PROBLEM TO SOLVE: When a line in the entries below contains the word "main", copy that line.

Stored items from a collection:

━━━━━━━━━━

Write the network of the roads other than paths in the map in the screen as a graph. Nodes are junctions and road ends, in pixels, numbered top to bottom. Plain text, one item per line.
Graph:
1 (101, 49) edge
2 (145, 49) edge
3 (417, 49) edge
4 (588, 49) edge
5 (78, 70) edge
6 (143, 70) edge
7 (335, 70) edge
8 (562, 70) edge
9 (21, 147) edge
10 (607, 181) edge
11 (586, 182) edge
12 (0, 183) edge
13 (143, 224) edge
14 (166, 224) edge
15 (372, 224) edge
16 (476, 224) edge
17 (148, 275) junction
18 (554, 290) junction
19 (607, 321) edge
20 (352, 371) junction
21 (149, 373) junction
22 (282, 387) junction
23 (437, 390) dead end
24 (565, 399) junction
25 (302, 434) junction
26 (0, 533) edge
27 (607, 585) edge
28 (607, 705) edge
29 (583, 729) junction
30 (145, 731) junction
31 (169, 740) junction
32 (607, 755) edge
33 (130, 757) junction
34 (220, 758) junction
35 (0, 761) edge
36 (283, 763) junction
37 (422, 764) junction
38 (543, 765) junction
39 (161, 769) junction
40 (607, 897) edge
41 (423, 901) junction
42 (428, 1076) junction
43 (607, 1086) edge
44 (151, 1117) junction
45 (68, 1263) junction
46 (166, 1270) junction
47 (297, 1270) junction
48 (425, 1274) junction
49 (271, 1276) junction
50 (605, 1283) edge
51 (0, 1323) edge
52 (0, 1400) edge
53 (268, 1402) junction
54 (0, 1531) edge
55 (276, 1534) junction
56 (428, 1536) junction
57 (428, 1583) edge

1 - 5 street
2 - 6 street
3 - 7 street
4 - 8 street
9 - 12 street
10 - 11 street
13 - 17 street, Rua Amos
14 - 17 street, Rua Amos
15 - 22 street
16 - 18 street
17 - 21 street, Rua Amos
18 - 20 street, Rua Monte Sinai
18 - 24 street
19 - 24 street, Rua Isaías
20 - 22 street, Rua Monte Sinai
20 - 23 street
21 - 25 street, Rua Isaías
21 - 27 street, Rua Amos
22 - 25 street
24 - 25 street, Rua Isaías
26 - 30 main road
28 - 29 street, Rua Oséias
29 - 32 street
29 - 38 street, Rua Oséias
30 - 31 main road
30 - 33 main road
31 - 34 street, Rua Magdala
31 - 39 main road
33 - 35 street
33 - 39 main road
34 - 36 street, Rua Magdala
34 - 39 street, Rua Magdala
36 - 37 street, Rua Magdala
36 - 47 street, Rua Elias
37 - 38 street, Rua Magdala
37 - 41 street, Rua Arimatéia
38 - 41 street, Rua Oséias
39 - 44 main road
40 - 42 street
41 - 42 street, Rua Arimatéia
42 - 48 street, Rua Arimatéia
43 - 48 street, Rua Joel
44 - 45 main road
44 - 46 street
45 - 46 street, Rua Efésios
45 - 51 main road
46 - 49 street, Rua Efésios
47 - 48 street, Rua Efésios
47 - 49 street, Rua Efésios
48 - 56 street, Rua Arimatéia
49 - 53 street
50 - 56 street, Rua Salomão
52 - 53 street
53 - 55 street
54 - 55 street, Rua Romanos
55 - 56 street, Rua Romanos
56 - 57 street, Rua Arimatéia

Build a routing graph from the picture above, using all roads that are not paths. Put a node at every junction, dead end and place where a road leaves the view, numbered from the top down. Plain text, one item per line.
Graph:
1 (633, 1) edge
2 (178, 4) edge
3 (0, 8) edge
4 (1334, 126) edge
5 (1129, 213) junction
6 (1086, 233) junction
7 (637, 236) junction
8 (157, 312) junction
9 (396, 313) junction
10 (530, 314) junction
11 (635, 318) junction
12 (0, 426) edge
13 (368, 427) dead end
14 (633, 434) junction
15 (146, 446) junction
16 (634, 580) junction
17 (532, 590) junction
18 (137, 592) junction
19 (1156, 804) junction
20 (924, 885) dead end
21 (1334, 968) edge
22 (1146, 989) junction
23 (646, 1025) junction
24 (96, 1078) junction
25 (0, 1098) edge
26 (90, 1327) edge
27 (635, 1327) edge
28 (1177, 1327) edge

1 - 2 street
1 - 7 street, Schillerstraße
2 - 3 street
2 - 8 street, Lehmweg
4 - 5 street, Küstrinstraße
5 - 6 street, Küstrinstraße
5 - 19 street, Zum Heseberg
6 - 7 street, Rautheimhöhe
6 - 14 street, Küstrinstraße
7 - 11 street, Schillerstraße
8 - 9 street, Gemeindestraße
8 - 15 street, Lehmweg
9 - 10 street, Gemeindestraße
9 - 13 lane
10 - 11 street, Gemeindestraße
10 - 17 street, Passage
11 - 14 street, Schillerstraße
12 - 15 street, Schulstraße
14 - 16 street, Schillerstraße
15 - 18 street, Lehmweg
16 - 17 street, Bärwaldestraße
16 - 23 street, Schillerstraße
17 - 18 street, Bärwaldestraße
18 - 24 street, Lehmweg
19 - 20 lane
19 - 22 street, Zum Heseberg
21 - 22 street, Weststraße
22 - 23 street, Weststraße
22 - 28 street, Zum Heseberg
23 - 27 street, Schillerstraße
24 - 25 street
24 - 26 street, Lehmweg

━━━━━━━━━━

TASK RESULT:
26 - 30 main road
30 - 31 main road
30 - 33 main road
31 - 39 main road
33 - 39 main road
39 - 44 main road
44 - 45 main road
45 - 51 main road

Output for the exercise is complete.